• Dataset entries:

--

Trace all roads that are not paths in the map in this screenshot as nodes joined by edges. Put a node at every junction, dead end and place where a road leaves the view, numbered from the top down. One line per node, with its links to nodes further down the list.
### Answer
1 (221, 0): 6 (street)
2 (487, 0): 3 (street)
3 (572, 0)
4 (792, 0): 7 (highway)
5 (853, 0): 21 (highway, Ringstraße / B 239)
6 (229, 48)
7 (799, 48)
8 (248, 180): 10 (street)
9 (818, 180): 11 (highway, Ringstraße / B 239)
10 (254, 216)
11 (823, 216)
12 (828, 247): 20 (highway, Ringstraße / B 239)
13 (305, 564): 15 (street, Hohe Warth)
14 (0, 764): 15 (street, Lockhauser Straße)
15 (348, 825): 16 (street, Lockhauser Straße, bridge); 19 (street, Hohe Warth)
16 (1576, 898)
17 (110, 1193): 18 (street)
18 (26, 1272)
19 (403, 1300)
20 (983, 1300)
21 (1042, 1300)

--

• Exercise instructions: All of the entries above need to be set down again exactly.

• Solution:
Trace all roads that are not paths in the map in this screenshot as nodes joined by edges. Put a node at every junction, dead end and place where a road leaves the view, numbered from the top down. One line per node, with its links to nodes further down the list.
### Answer
1 (221, 0): 6 (street)
2 (487, 0): 3 (street)
3 (572, 0)
4 (792, 0): 7 (highway)
5 (853, 0): 21 (highway, Ringstraße / B 239)
6 (229, 48)
7 (799, 48)
8 (248, 180): 10 (street)
9 (818, 180): 11 (highway, Ringstraße / B 239)
10 (254, 216)
11 (823, 216)
12 (828, 247): 20 (highway, Ringstraße / B 239)
13 (305, 564): 15 (street, Hohe Warth)
14 (0, 764): 15 (street, Lockhauser Straße)
15 (348, 825): 16 (street, Lockhauser Straße, bridge); 19 (street, Hohe Warth)
16 (1576, 898)
17 (110, 1193): 18 (street)
18 (26, 1272)
19 (403, 1300)
20 (983, 1300)
21 (1042, 1300)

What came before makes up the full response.